Matanzas River beaches - The shore of the Matanzas River between the Fort Matanzas National Monument Visitor Center and the mouth of the river are fine white silica sand similar to the Atlantic beach. Above the high tide level, the major beach vegetation is sea oats (Uniola paniculata), railroad vine (Ipomoea pes-caprae), and bitter panic grass (Panicum amarum). The only reptiles that regularly are found here are six-lined racerunners and gopher tortoises.
Salt marshes, tidal creeks and mangroves - A large salt marsh cuts a wide swatch across the northern section of Rattlesnake Island from the Matanzas River to the Intracoastal Waterway. A number of smaller salt marshes occupy the center of Rattlesnake Island. Tidal creeks meander north out of those smaller marshes to join larger creeks that drain the large marsh into the Matanzas River and Intracoastal Waterway. Another large salt marsh and tidal creek complex lies outside the north boundary of Fort Matanzas National Monument on Anastasia Island. A small strip of salt marsh runs south along the east side of the Matanzas River to the Fort Matanzas National Monument Visitor Center. Salt marshes are salt tolerant grasslands lying between the high and low tides. The tidal flow through the larger creeks fills them with sea water, but the upper reaches of the tidal creeks and pools in the smaller marshes are hypersaline from evaporation. Glasswort (Salicornia spp.), saltwort (Batis maritima), saltmarsh cordgrass (Spartina alterniflora), and black needlerush (Juncus roemerianus) are the dominant plants of the Fort Matanzas National Monument salt marsh. Small patches of black mangrove (Avicennia germinans) occur along the edge of the marsh. Most salt marsh animals are found on the surface, in the vegetation, or in the tidal creeks. There is little or no oxygen in the gummy mud of the salt marsh, which limits burrowing animals to the top few inches (cm) of soil.
Diamondback terrapins range through the saltwater habitats of Fort Matanzas National Monument, including the tidal creeks. Eastern glass lizards, corn snakes, pine woods snakes, and six-lined racerunners are found along the edges of the salt marsh.
Cedar, wax myrtle and cabbage palm forest - Protected from wind and salt spray by Anastasia Island lying between it and the Atlantic Ocean, the forest on Rattlesnake Island is not typical closed canopy maritime forest. The trunks of the trees are more erect and there is no salt and wind sculpting of the canopy. The only closed canopy forest on Rattlesnake Island is produced by dense groves of erect southern red cedar (Juniperus silicicola). The forest around the perimeter of the island is formed primarily of southern red cedar, wax myrtle (Myrica cerifera), and cabbage palm (Sabal palmetto). Coachwhips, southern racers, rough green snakes, yellow rat snakes, corn snakes, six-lined racerunners, ground skinks, and gopher tortoises are found there.

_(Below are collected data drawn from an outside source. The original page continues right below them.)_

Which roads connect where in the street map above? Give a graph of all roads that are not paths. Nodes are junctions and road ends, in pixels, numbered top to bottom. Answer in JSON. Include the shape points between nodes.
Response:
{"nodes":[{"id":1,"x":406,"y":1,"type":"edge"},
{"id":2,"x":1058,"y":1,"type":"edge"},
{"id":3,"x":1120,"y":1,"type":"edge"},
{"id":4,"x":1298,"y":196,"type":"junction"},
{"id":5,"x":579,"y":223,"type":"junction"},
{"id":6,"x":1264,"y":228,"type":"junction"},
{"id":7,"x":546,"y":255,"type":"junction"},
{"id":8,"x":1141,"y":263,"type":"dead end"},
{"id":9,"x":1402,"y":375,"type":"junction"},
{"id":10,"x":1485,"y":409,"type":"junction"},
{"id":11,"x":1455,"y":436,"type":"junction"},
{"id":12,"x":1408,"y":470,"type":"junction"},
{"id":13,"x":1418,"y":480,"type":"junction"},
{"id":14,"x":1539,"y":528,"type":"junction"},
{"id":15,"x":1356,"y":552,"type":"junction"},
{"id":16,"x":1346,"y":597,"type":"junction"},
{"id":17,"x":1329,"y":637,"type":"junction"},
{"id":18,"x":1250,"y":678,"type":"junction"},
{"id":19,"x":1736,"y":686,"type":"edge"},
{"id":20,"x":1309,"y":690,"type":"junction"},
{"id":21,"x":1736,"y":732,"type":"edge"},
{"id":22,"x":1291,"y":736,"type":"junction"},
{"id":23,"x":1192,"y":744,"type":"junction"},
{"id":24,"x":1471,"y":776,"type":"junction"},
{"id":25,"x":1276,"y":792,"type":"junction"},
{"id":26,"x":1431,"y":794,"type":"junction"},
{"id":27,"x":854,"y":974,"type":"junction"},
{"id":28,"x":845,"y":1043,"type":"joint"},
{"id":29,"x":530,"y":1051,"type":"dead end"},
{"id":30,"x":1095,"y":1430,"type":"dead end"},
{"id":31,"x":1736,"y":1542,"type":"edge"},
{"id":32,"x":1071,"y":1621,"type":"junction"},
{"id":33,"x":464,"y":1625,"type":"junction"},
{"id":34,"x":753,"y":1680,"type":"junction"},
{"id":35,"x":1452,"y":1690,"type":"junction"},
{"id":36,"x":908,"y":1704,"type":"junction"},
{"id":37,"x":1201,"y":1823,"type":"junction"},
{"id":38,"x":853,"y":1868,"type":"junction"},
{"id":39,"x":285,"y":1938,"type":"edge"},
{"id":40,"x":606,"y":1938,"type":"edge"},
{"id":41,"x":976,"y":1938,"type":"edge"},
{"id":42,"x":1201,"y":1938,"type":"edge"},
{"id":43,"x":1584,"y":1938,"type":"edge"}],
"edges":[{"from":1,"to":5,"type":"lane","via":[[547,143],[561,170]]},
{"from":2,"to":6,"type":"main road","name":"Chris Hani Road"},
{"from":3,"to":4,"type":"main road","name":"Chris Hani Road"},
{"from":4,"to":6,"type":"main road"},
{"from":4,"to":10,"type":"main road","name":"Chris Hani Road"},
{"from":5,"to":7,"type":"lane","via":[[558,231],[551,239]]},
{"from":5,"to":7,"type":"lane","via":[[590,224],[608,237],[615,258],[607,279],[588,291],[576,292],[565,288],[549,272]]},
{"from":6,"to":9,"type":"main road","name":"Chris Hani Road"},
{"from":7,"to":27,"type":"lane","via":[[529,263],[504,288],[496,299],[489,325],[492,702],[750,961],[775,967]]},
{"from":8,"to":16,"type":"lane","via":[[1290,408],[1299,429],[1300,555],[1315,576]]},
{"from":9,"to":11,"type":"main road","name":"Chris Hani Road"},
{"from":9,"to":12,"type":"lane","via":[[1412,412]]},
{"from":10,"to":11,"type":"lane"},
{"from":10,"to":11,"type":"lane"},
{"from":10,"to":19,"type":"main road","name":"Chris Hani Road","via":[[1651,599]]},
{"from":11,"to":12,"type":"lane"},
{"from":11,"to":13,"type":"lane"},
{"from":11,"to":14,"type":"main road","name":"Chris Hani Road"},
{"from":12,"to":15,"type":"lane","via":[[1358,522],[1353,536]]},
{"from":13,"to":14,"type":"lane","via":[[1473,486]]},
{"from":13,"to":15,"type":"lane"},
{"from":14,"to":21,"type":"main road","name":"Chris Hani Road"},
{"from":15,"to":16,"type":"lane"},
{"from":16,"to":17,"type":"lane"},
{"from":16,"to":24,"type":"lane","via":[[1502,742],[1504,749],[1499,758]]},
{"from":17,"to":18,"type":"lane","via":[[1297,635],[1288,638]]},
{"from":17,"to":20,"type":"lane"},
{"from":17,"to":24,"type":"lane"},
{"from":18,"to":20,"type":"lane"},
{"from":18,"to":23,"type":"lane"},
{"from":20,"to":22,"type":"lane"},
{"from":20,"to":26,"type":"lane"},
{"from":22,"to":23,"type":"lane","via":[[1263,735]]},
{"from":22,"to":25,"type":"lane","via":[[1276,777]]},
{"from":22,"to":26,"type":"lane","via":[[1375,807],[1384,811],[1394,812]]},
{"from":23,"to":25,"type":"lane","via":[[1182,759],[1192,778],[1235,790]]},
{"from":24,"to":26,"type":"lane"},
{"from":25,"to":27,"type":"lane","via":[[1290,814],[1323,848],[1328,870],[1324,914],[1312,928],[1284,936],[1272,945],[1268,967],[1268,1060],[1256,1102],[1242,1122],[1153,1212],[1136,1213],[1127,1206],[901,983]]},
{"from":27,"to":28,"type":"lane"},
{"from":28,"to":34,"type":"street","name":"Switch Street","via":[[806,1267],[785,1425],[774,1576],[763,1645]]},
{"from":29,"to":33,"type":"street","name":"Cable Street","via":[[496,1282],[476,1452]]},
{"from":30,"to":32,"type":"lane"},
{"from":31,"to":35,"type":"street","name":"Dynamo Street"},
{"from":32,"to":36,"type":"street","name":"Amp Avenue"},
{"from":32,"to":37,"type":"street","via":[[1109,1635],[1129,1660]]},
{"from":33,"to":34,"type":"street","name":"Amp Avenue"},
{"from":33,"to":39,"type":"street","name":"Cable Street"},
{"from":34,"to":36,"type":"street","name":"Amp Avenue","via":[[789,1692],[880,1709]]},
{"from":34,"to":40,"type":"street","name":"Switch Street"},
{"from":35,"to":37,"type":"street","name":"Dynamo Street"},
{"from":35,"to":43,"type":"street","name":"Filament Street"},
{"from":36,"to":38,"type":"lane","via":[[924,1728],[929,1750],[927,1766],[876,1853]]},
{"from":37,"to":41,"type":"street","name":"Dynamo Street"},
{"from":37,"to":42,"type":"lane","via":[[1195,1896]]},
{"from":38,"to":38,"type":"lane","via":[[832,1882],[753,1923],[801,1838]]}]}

Slash pine and red bay woodland - Rattlesnake Island has numerous small groves of slash pine (Pinus elliottii). This is not typical pine flatwoods since the groves are too small, the fine white sand that makes up the soil is too dry, is not seasonally wet, and lacks the hardpan typical of pine flatwoods. The pine most often occurs with red bay (Persea borbonia). Squirrel treefrogs, greenhouse frogs, narrowmouth toads, spadefoot toads, southeastern five-lined skinks, ground skinks, green anoles, rough green snakes, corn snakes, yellow rat snakes, and indigo snakes occur in the slash pine and red bay woodland.